Data for processing:
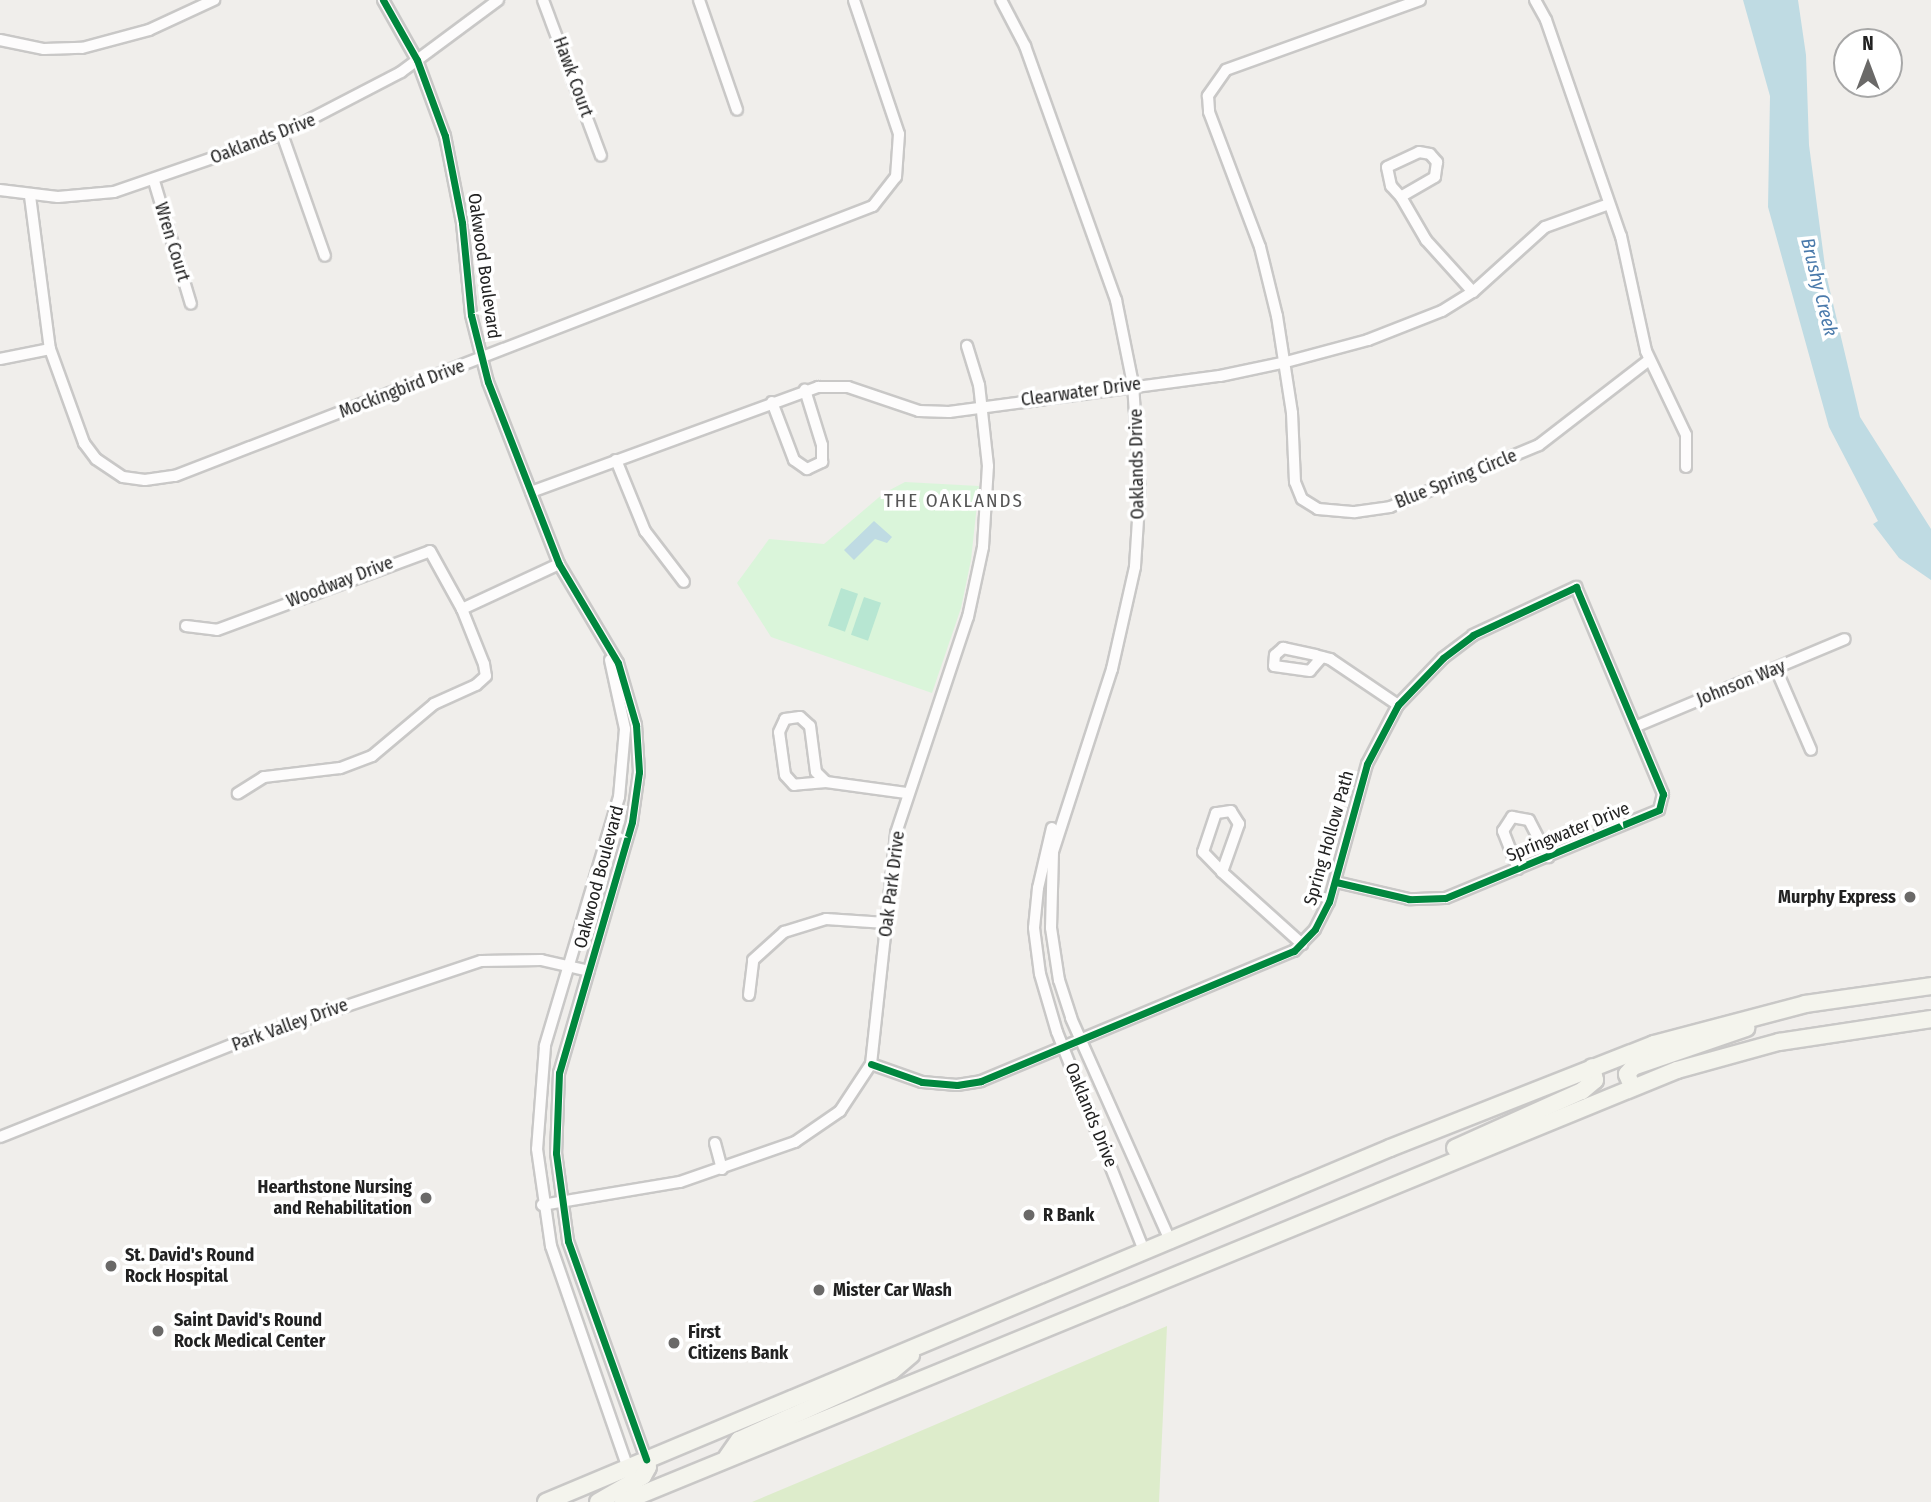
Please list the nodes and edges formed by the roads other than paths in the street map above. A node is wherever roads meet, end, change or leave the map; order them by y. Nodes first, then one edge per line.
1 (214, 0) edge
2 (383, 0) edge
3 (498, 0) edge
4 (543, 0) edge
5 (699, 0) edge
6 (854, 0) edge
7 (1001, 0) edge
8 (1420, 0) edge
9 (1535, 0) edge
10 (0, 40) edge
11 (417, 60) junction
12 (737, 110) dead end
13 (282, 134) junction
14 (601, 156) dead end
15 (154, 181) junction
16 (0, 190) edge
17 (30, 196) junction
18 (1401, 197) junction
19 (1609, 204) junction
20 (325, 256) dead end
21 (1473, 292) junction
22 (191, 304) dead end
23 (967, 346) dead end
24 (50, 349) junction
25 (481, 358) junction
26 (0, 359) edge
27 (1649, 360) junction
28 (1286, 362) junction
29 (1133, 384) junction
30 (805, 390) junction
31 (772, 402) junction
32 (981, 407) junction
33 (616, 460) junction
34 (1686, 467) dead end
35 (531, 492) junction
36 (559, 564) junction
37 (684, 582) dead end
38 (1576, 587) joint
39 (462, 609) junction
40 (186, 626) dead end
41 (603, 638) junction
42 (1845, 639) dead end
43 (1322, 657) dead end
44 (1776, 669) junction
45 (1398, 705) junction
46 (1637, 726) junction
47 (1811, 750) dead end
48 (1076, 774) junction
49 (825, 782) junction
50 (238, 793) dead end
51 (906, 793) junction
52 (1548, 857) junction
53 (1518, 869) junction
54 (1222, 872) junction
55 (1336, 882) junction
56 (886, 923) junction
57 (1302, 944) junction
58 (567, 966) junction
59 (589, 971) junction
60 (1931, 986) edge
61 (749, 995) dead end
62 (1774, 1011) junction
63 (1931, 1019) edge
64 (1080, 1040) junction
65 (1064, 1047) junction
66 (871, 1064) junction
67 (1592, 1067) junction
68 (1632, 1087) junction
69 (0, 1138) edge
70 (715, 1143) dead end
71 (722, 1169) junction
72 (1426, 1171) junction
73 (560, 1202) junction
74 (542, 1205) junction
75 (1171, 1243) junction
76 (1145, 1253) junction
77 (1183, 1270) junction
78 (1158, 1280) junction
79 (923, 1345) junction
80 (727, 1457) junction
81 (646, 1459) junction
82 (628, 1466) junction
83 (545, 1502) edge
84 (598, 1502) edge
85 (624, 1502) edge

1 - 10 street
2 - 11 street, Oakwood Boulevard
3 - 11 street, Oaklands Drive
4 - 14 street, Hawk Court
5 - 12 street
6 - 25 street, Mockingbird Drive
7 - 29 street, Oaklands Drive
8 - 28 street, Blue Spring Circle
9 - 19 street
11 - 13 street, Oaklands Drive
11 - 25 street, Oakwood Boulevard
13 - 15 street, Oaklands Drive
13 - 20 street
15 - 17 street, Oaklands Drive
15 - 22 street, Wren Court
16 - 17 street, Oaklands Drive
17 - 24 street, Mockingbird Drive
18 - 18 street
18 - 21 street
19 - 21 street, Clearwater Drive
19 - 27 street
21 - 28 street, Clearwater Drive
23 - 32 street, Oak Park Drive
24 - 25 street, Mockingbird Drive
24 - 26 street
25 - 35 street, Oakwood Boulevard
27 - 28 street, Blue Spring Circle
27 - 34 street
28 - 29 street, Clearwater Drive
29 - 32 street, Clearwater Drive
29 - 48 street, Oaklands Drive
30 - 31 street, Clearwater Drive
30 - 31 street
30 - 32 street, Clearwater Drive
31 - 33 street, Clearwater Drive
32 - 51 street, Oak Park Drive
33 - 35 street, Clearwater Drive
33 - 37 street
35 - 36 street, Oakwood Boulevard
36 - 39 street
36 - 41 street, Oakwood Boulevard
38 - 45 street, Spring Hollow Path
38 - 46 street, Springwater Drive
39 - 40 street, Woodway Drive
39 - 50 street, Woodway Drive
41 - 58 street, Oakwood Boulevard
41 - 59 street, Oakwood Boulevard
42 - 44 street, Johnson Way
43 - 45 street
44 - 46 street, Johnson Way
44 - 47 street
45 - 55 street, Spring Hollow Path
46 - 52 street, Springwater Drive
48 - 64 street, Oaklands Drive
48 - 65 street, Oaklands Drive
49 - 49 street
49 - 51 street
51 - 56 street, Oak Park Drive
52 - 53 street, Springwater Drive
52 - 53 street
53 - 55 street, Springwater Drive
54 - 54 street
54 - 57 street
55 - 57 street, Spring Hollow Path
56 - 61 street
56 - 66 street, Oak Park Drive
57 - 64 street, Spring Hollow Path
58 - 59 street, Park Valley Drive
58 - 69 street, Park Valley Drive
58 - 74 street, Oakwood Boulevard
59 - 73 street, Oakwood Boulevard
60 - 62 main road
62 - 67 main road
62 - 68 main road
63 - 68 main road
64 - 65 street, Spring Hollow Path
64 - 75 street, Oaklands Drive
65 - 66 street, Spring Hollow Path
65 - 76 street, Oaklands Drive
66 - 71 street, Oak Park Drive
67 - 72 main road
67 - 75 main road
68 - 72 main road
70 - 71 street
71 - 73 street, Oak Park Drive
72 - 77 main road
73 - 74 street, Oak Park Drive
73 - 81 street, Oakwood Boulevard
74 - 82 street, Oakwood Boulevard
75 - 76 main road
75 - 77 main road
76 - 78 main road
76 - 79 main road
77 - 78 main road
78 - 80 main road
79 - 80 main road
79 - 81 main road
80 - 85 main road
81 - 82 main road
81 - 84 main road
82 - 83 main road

Exercise instructions: Word for word, restate all of the data, but do not copy the pictures.

Result of this task:
Please list the nodes and edges formed by the roads other than paths in the street map above. A node is wherever roads meet, end, change or leave the map; order them by y. Nodes first, then one edge per line.
1 (214, 0) edge
2 (383, 0) edge
3 (498, 0) edge
4 (543, 0) edge
5 (699, 0) edge
6 (854, 0) edge
7 (1001, 0) edge
8 (1420, 0) edge
9 (1535, 0) edge
10 (0, 40) edge
11 (417, 60) junction
12 (737, 110) dead end
13 (282, 134) junction
14 (601, 156) dead end
15 (154, 181) junction
16 (0, 190) edge
17 (30, 196) junction
18 (1401, 197) junction
19 (1609, 204) junction
20 (325, 256) dead end
21 (1473, 292) junction
22 (191, 304) dead end
23 (967, 346) dead end
24 (50, 349) junction
25 (481, 358) junction
26 (0, 359) edge
27 (1649, 360) junction
28 (1286, 362) junction
29 (1133, 384) junction
30 (805, 390) junction
31 (772, 402) junction
32 (981, 407) junction
33 (616, 460) junction
34 (1686, 467) dead end
35 (531, 492) junction
36 (559, 564) junction
37 (684, 582) dead end
38 (1576, 587) joint
39 (462, 609) junction
40 (186, 626) dead end
41 (603, 638) junction
42 (1845, 639) dead end
43 (1322, 657) dead end
44 (1776, 669) junction
45 (1398, 705) junction
46 (1637, 726) junction
47 (1811, 750) dead end
48 (1076, 774) junction
49 (825, 782) junction
50 (238, 793) dead end
51 (906, 793) junction
52 (1548, 857) junction
53 (1518, 869) junction
54 (1222, 872) junction
55 (1336, 882) junction
56 (886, 923) junction
57 (1302, 944) junction
58 (567, 966) junction
59 (589, 971) junction
60 (1931, 986) edge
61 (749, 995) dead end
62 (1774, 1011) junction
63 (1931, 1019) edge
64 (1080, 1040) junction
65 (1064, 1047) junction
66 (871, 1064) junction
67 (1592, 1067) junction
68 (1632, 1087) junction
69 (0, 1138) edge
70 (715, 1143) dead end
71 (722, 1169) junction
72 (1426, 1171) junction
73 (560, 1202) junction
74 (542, 1205) junction
75 (1171, 1243) junction
76 (1145, 1253) junction
77 (1183, 1270) junction
78 (1158, 1280) junction
79 (923, 1345) junction
80 (727, 1457) junction
81 (646, 1459) junction
82 (628, 1466) junction
83 (545, 1502) edge
84 (598, 1502) edge
85 (624, 1502) edge

1 - 10 street
2 - 11 street, Oakwood Boulevard
3 - 11 street, Oaklands Drive
4 - 14 street, Hawk Court
5 - 12 street
6 - 25 street, Mockingbird Drive
7 - 29 street, Oaklands Drive
8 - 28 street, Blue Spring Circle
9 - 19 street
11 - 13 street, Oaklands Drive
11 - 25 street, Oakwood Boulevard
13 - 15 street, Oaklands Drive
13 - 20 street
15 - 17 street, Oaklands Drive
15 - 22 street, Wren Court
16 - 17 street, Oaklands Drive
17 - 24 street, Mockingbird Drive
18 - 18 street
18 - 21 street
19 - 21 street, Clearwater Drive
19 - 27 street
21 - 28 street, Clearwater Drive
23 - 32 street, Oak Park Drive
24 - 25 street, Mockingbird Drive
24 - 26 street
25 - 35 street, Oakwood Boulevard
27 - 28 street, Blue Spring Circle
27 - 34 street
28 - 29 street, Clearwater Drive
29 - 32 street, Clearwater Drive
29 - 48 street, Oaklands Drive
30 - 31 street, Clearwater Drive
30 - 31 street
30 - 32 street, Clearwater Drive
31 - 33 street, Clearwater Drive
32 - 51 street, Oak Park Drive
33 - 35 street, Clearwater Drive
33 - 37 street
35 - 36 street, Oakwood Boulevard
36 - 39 street
36 - 41 street, Oakwood Boulevard
38 - 45 street, Spring Hollow Path
38 - 46 street, Springwater Drive
39 - 40 street, Woodway Drive
39 - 50 street, Woodway Drive
41 - 58 street, Oakwood Boulevard
41 - 59 street, Oakwood Boulevard
42 - 44 street, Johnson Way
43 - 45 street
44 - 46 street, Johnson Way
44 - 47 street
45 - 55 street, Spring Hollow Path
46 - 52 street, Springwater Drive
48 - 64 street, Oaklands Drive
48 - 65 street, Oaklands Drive
49 - 49 street
49 - 51 street
51 - 56 street, Oak Park Drive
52 - 53 street, Springwater Drive
52 - 53 street
53 - 55 street, Springwater Drive
54 - 54 street
54 - 57 street
55 - 57 street, Spring Hollow Path
56 - 61 street
56 - 66 street, Oak Park Drive
57 - 64 street, Spring Hollow Path
58 - 59 street, Park Valley Drive
58 - 69 street, Park Valley Drive
58 - 74 street, Oakwood Boulevard
59 - 73 street, Oakwood Boulevard
60 - 62 main road
62 - 67 main road
62 - 68 main road
63 - 68 main road
64 - 65 street, Spring Hollow Path
64 - 75 street, Oaklands Drive
65 - 66 street, Spring Hollow Path
65 - 76 street, Oaklands Drive
66 - 71 street, Oak Park Drive
67 - 72 main road
67 - 75 main road
68 - 72 main road
70 - 71 street
71 - 73 street, Oak Park Drive
72 - 77 main road
73 - 74 street, Oak Park Drive
73 - 81 street, Oakwood Boulevard
74 - 82 street, Oakwood Boulevard
75 - 76 main road
75 - 77 main road
76 - 78 main road
76 - 79 main road
77 - 78 main road
78 - 80 main road
79 - 80 main road
79 - 81 main road
80 - 85 main road
81 - 82 main road
81 - 84 main road
82 - 83 main road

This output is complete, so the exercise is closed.